# Input
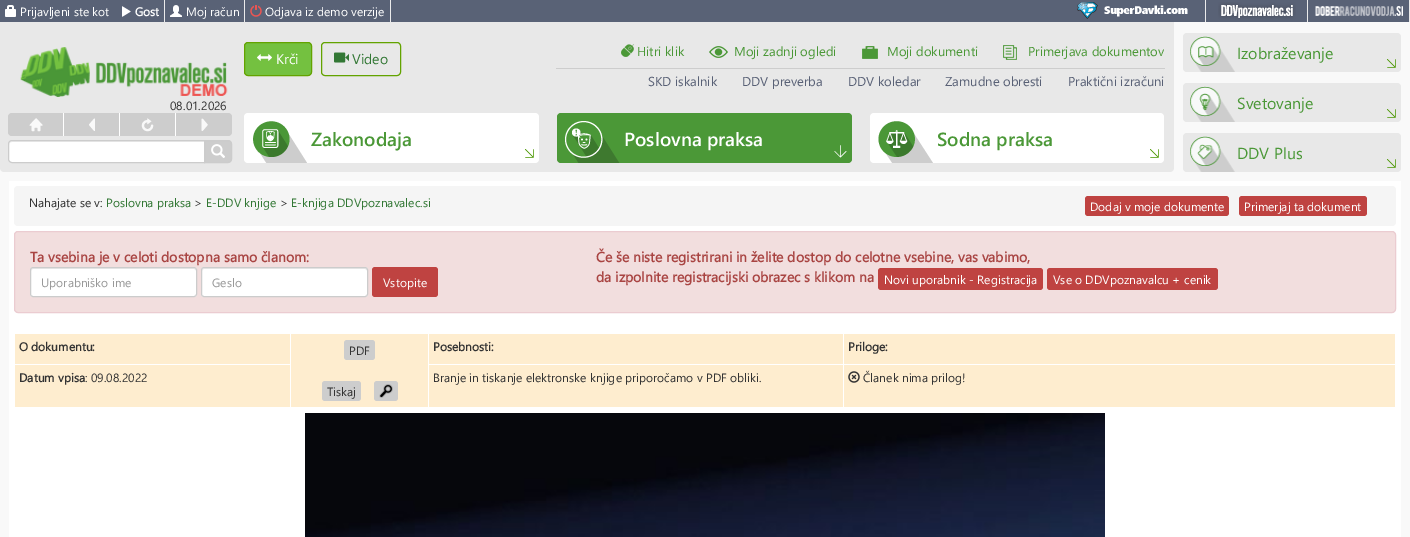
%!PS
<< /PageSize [1410 537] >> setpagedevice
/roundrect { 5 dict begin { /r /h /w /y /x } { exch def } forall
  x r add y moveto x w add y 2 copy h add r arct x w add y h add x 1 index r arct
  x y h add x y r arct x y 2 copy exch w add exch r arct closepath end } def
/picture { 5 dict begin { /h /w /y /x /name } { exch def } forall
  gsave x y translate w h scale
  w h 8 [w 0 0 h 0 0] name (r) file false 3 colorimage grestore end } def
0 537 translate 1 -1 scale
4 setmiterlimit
0.976 setgray
0 0 1410 537 rectfill
0.349 0.384 0.463 setrgbcolor
0 0 1409 22 rectfill
(img1.rgb) 5 5 11 12 picture
/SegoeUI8-Regular [12 0 0 -12 0 0] selectfont
1 setgray
20 16 moveto (Prijavljeni ste kot) show
0.922 setgray
164 0 1 22 rectfill
(img2.rgb) 122 6 9 11 picture
/SegoeUI8-Bold [12 0 0 -12 0 0] selectfont
1 setgray
135 16 moveto (Gost) show
0.922 setgray
244 0 1 22 rectfill
(img3.rgb) 170 5 12 12 picture
/SegoeUI8-Regular [12 0 0 -12 0 0] selectfont
1 setgray
186 16 moveto (Moj račun) show
0.922 setgray
390 0 1 22 rectfill
(img4.rgb) 250 5 12 12 picture
1 setgray
265 16 moveto (Odjava iz demo verzije) show
(img5.rgb) 1077 2 111 17 picture
0.922 setgray
1205 0 1 22 rectfill
(img6.rgb) 1218 2 78 18 picture
1307 0 1 22 rectfill
(img7.rgb) 1315 6 88 10 picture
1409 0 1 22 rectfill
0.91 setgray
newpath 0 22 moveto 1174 22 lineto 1174 168 lineto 1174 170 1172 172 1170 172 curveto 4 172 lineto 2 172 0 170 0 168 curveto closepath fill
(img8.rgb) 20 47 208 50 picture
0.2 setgray
170 110 moveto (08.01.2026) show
0.804 setgray
8 113 224 23 4 roundrect fill
(img9.rgb) 29 118 14 14 picture
1 setgray
63 113 1 23 rectfill
(img10.rgb) 89 118 6 13 picture
119 113 1 23 rectfill
(img11.rgb) 141 118 13 14 picture
175 113 1 23 rectfill
(img12.rgb) 201 118 7 13 picture
newpath 12 140 moveto 205 140 lineto 205 163 lineto 12 163 lineto 10 163 8 161 8 159 curveto 8 144 lineto 8 142 10 140 12 140 curveto closepath fill
0.925 setgray
newpath 12 142 moveto 204 142 lineto 204 141 lineto 12 141 lineto 10 141 9 143 9 145 curveto 9 143 10 142 12 142 curveto closepath fill
0.8 setgray
newpath 12 140.5 moveto 204.5 140.5 lineto 204.5 162.5 lineto 12 162.5 lineto 10 162.5 8.5 161 8.5 159 curveto 8.5 144 lineto 8.5 142 10 140.5 12 140.5 curveto closepath stroke
0.804 setgray
newpath 204.5 140.5 moveto 228 140.5 lineto 230 140.5 231.5 142 231.5 144 curveto 231.5 159 lineto 231.5 161 230 162.5 228 162.5 curveto 204.5 162.5 lineto closepath gsave fill grestore
0.8 setgray
stroke
(img13.rgb) 211 144 14 14 picture
0.455 0.757 0.251 setrgbcolor
244.5 42.5 67 33 3.5 roundrect gsave fill grestore
0.388 0.639 0 setrgbcolor
stroke
(img14.rgb) 257 54 15 7 picture
/SegoeUI8-Regular [14 0 0 -14 0 0] selectfont
1 setgray
276 64 moveto (Krči) show
0.388 0.639 0 setrgbcolor
321.5 42.5 79 33 3.5 roundrect stroke
(img15.rgb) 334 52 15 11 picture
0.196 0.467 0.204 setrgbcolor
352 64 moveto (Video) show
(img16.rgb) 621 44 13 13 picture
/SegoeUI8-Regular [13 0 0 -13 0 0] selectfont
0.294 0.596 0.216 setrgbcolor
637 56 moveto (Hitri klik) show
(img17.rgb) 709 46 19 12 picture
734 56 moveto (Moji zadnji ogledi) show
(img18.rgb) 862 46 16 13 picture
887 56 moveto (Moji dokumenti) show
(img19.rgb) 1003 45 14 15 picture
1028 56 moveto (Primerjava dokumentov) show
0.804 setgray
556 68 609 1 rectfill
0.349 0.38 0.463 setrgbcolor
648 86 moveto (SKD iskalnik) show
742 86 moveto (DDV preverba) show
848 86 moveto (DDV koledar) show
945 86 moveto (Zamudne obresti) show
1068 86 moveto (Praktični izračuni) show
1 setgray
244 113 295 50 4 roundrect fill
(img20.rgb) 253 121 54 42 picture
(img21.rgb) 525 149 9 9 picture
/SegoeUI-SemiBold [19 0 0 -19 0 0] selectfont
0.294 0.596 0.216 setrgbcolor
311 146 moveto (Zakonodaja) show
557 113 295 50 4 roundrect fill
(img22.rgb) 565 121 55 42 picture
(img23.rgb) 834 145 13 13 picture
1 setgray
624 146 moveto (Poslovna praksa) show
870 113 294 50 4 roundrect fill
(img24.rgb) 878 121 55 42 picture
(img21.rgb) 1150 149 9 9 picture
0.294 0.596 0.216 setrgbcolor
937 146 moveto (Sodna praksa) show
0.91 setgray
1183 33 218 39 4 roundrect fill
(img25.rgb) 1190 36 45 36 picture
(img26.rgb) 1387 59 9 9 picture
/SegoeUI8-Regular [16 0 0 -16 0 0] selectfont
0.294 0.596 0.216 setrgbcolor
1237 59 moveto (Izobraževanje) show
0.91 setgray
1183 83 218 39 4 roundrect fill
(img27.rgb) 1190 86 45 36 picture
(img26.rgb) 1387 109 9 9 picture
0.294 0.596 0.216 setrgbcolor
1237 109 moveto (Svetovanje) show
0.91 setgray
1183 133 218 39 4 roundrect fill
(img28.rgb) 1190 136 45 36 picture
(img26.rgb) 1387 159 9 9 picture
0.294 0.596 0.216 setrgbcolor
1237 159 moveto (DDV Plus) show
1 setgray
9 181 1392 356 rectfill
0.961 setgray
14 186 1382 40 4 roundrect fill
/SegoeUI8-Regular [12 0 0 -12 0 0] selectfont
0.2 setgray
29 207 moveto (Nahajate se v:) show
0.196 0.467 0.204 setrgbcolor
106 207 moveto (Poslovna praksa) show
0.2 setgray
194 207 moveto (>) show
0.196 0.467 0.204 setrgbcolor
206 207 moveto (E-DDV knjige) show
0.2 setgray
280 207 moveto (>) show
0.196 0.467 0.204 setrgbcolor
291 207 moveto (E-knjiga DDVpoznavalec.si) show
0.749 0.263 0.255 setrgbcolor
1085 196 144 20 3 roundrect fill
1 setgray
1090 211 moveto (Dodaj v moje dokumente) show
0.749 0.263 0.255 setrgbcolor
1239 196 128 20 3 roundrect fill
1 setgray
1244 211 moveto (Primerjaj ta dokument) show
0.949 0.871 0.871 setrgbcolor
14.5 231.5 1381 81 3.5 roundrect gsave fill grestore
0.922 0.8 0.82 setrgbcolor
stroke
/SegoeUI8-Bold [14 0 0 -14 0 0] selectfont
0.663 0.267 0.259 setrgbcolor
30 262 moveto (Ta vsebina je v celoti dostopna samo članom:) show
1 setgray
30 267 167 30 3 roundrect fill
0.925 setgray
newpath 33 269 moveto 194 269 lineto 195 269 196 270 196 271 curveto 196 270 196 268 194 268 curveto 33 268 lineto 31 268 31 270 31 271 curveto 31 270 32 269 33 269 curveto closepath fill
0.8 setgray
30.5 267.5 166 29 2.5 roundrect stroke
/SegoeUI8-Regular [12 0 0 -12 0 0] selectfont
0.6 setgray
41 287 moveto (Uporabniško ime) show
1 setgray
201 267 167 30 3 roundrect fill
0.925 setgray
newpath 204 269 moveto 365 269 lineto 366 269 367 270 367 271 curveto 367 270 367 268 365 268 curveto 204 268 lineto 202 268 202 270 202 271 curveto 202 270 203 269 204 269 curveto closepath fill
0.8 setgray
201.5 267.5 166 29 2.5 roundrect stroke
0.6 setgray
212 287 moveto (Geslo) show
0.749 0.263 0.255 setrgbcolor
372 267 66 30 3 roundrect fill
1 setgray
383 287 moveto (Vstopite) show
/SegoeUI8-Bold [14 0 0 -14 0 0] selectfont
0.663 0.267 0.259 setrgbcolor
596 262 moveto (Če še niste registrirani in želite dostop do celotne vsebine, vas vabimo,) show
596 282 moveto (da izpolnite registracijski obrazec s klikom na) show
0.749 0.263 0.255 setrgbcolor
878 268 165 22 3 roundrect fill
/SegoeUI8-Regular [12 0 0 -12 0 0] selectfont
1 setgray
884 284 moveto (Novi uporabnik - Registracija) show
0.749 0.263 0.255 setrgbcolor
1047 268 171 22 3 roundrect fill
1 setgray
1053 284 moveto (Vse o DDVpoznavalcu + cenik) show
0.996 0.929 0.812 setrgbcolor
15 334 1380 73 rectfill
/SegoeUI8-Bold [12 0 0 -12 0 0] selectfont
0.2 setgray
19 351 moveto (O dokumentu:) show
1 setgray
14 364 277 1 rectfill
290 333 1 75 rectfill
0.804 setgray
344 340 31 20 3 roundrect fill
/SegoeUI8-Regular [12 0 0 -12 0 0] selectfont
0.2 setgray
349 355 moveto (PDF) show
0.804 setgray
322 381 39 20 3 roundrect fill
0.2 setgray
327 396 moveto (Tiskaj) show
0.804 setgray
374 381 24 20 3 roundrect fill
(img29.rgb) 379 384 14 14 picture
/SegoeUI8-Bold [12 0 0 -12 0 0] selectfont
0.2 setgray
433 351 moveto (Posebnosti:) show
1 setgray
843 364 553 1 rectfill
843 364 1 44 rectfill
428 364 416 1 rectfill
843 333 1 32 rectfill
0.2 setgray
848 351 moveto (Priloge:) show
19 382 moveto (Datum vpisa) show
/SegoeUI8-Regular [12 0 0 -12 0 0] selectfont
85 382 moveto (: 09.08.2022) show
1 setgray
428 333 1 75 rectfill
0.2 setgray
433 382 moveto (Branje in tiskanje elektronske knjige priporočamo v PDF obliki.) show
(img30.rgb) 848 371 12 12 picture
863 382 moveto (Članek nima prilog!) show
(img31.rgb) 305 413 800 124 picture
showpage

# Work task
Retype exactly the line with "85 382 moveto (: 09.08.2022) show" and each line after it until the records end, and include no other line.

# Completed task
85 382 moveto (: 09.08.2022) show
1 setgray
428 333 1 75 rectfill
0.2 setgray
433 382 moveto (Branje in tiskanje elektronske knjige priporočamo v PDF obliki.) show
(img30.rgb) 848 371 12 12 picture
863 382 moveto (Članek nima prilog!) show
(img31.rgb) 305 413 800 124 picture
showpage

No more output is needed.